BEGIN Stored data

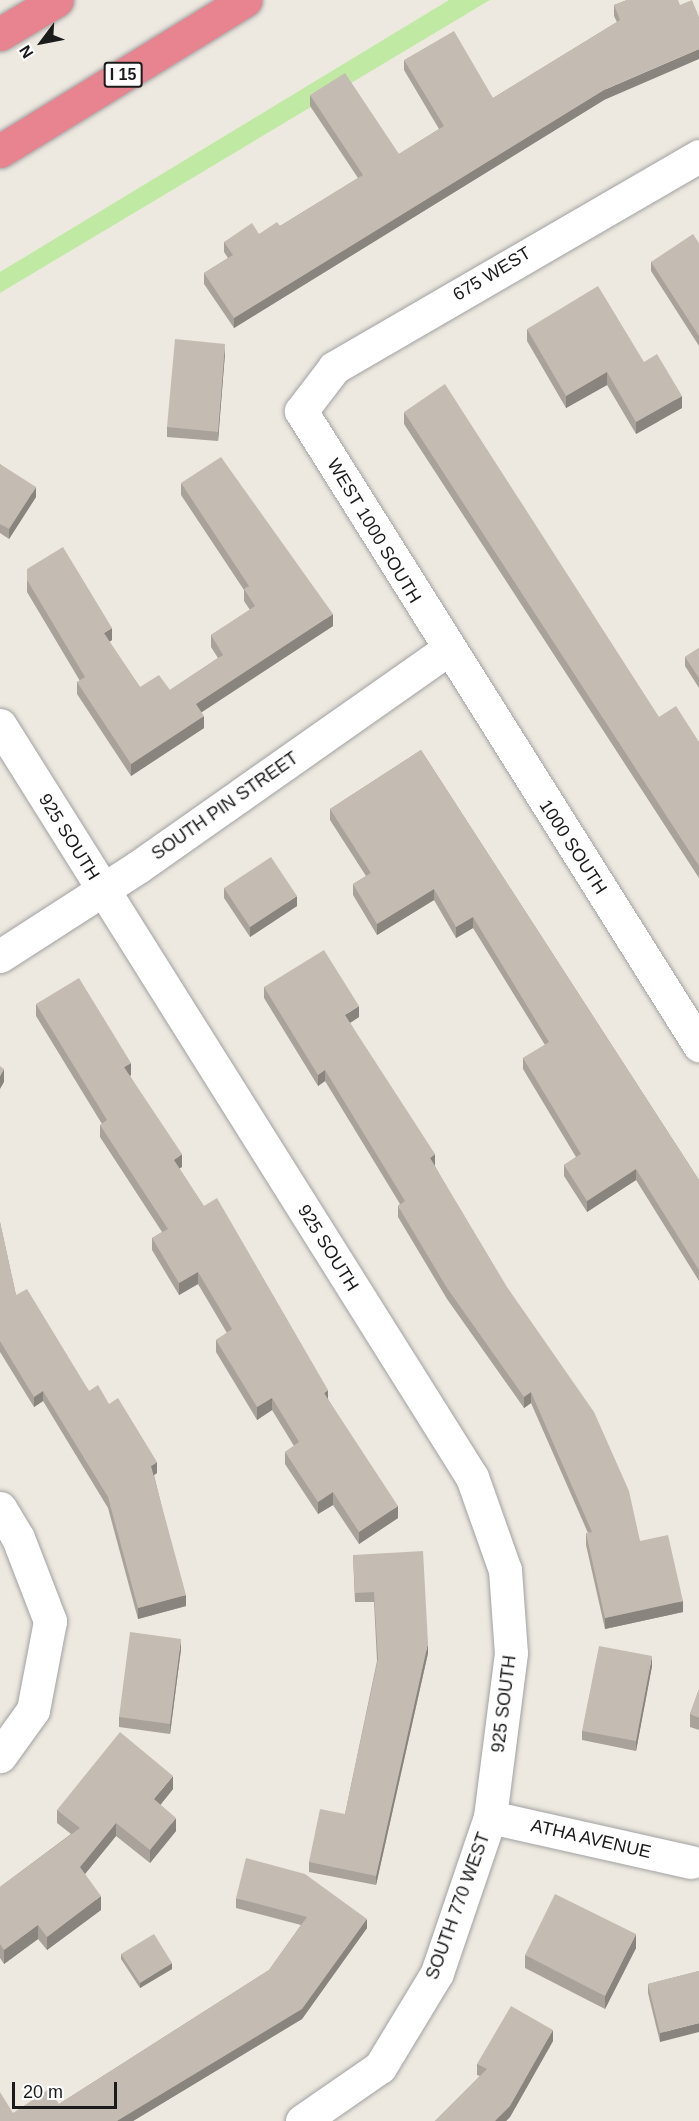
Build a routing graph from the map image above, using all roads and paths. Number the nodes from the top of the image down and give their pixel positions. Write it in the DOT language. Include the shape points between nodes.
graph roads {
  1 [pos="52,0"];
  2 [pos="57,0"];
  3 [pos="245,0"];
  4 [pos="0,23"];
  5 [pos="0,34"];
  6 [pos="0,151"];
  7 [pos="699,156"];
  8 [pos="302,411"];
  9 [pos="447,650"];
  10 [pos="0,725"];
  11 [pos="103,891"];
  12 [pos="0,956"];
  13 [pos="699,1045"];
  14 [pos="0,1508"];
  15 [pos="0,1756"];
  16 [pos="490,1817"];
  17 [pos="691,1862"];
  18 [pos="302,2121"];
  1 -- 4 [label="highway"];
  2 -- 5 [label="highway"];
  3 -- 6 [label="highway, I 15"];
  7 -- 8 [label="street, 675 WEST" via="334,368"];
  8 -- 9 [label="street, WEST 1000 SOUTH"];
  9 -- 11 [label="street, SOUTH PIN STREET"];
  9 -- 13 [label="street, 1000 SOUTH"];
  10 -- 11 [label="street, 925 SOUTH"];
  11 -- 12 [label="street, SOUTH PIN STREET"];
  11 -- 16 [label="street, 925 SOUTH" via="472,1477 505,1570 511,1653"];
  14 -- 15 [label="street" via="18,1538 50,1621 33,1710"];
  16 -- 17 [label="street, ATHA AVENUE"];
  16 -- 18 [label="street, SOUTH 770 WEST" via="437,1973 386,2058"];
}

END Stored data

Prompt: Write the listing above out again exactly, dropping each image.

Written solution:
Build a routing graph from the map image above, using all roads and paths. Number the nodes from the top of the image down and give their pixel positions. Write it in the DOT language. Include the shape points between nodes.
graph roads {
  1 [pos="52,0"];
  2 [pos="57,0"];
  3 [pos="245,0"];
  4 [pos="0,23"];
  5 [pos="0,34"];
  6 [pos="0,151"];
  7 [pos="699,156"];
  8 [pos="302,411"];
  9 [pos="447,650"];
  10 [pos="0,725"];
  11 [pos="103,891"];
  12 [pos="0,956"];
  13 [pos="699,1045"];
  14 [pos="0,1508"];
  15 [pos="0,1756"];
  16 [pos="490,1817"];
  17 [pos="691,1862"];
  18 [pos="302,2121"];
  1 -- 4 [label="highway"];
  2 -- 5 [label="highway"];
  3 -- 6 [label="highway, I 15"];
  7 -- 8 [label="street, 675 WEST" via="334,368"];
  8 -- 9 [label="street, WEST 1000 SOUTH"];
  9 -- 11 [label="street, SOUTH PIN STREET"];
  9 -- 13 [label="street, 1000 SOUTH"];
  10 -- 11 [label="street, 925 SOUTH"];
  11 -- 12 [label="street, SOUTH PIN STREET"];
  11 -- 16 [label="street, 925 SOUTH" via="472,1477 505,1570 511,1653"];
  14 -- 15 [label="street" via="18,1538 50,1621 33,1710"];
  16 -- 17 [label="street, ATHA AVENUE"];
  16 -- 18 [label="street, SOUTH 770 WEST" via="437,1973 386,2058"];
}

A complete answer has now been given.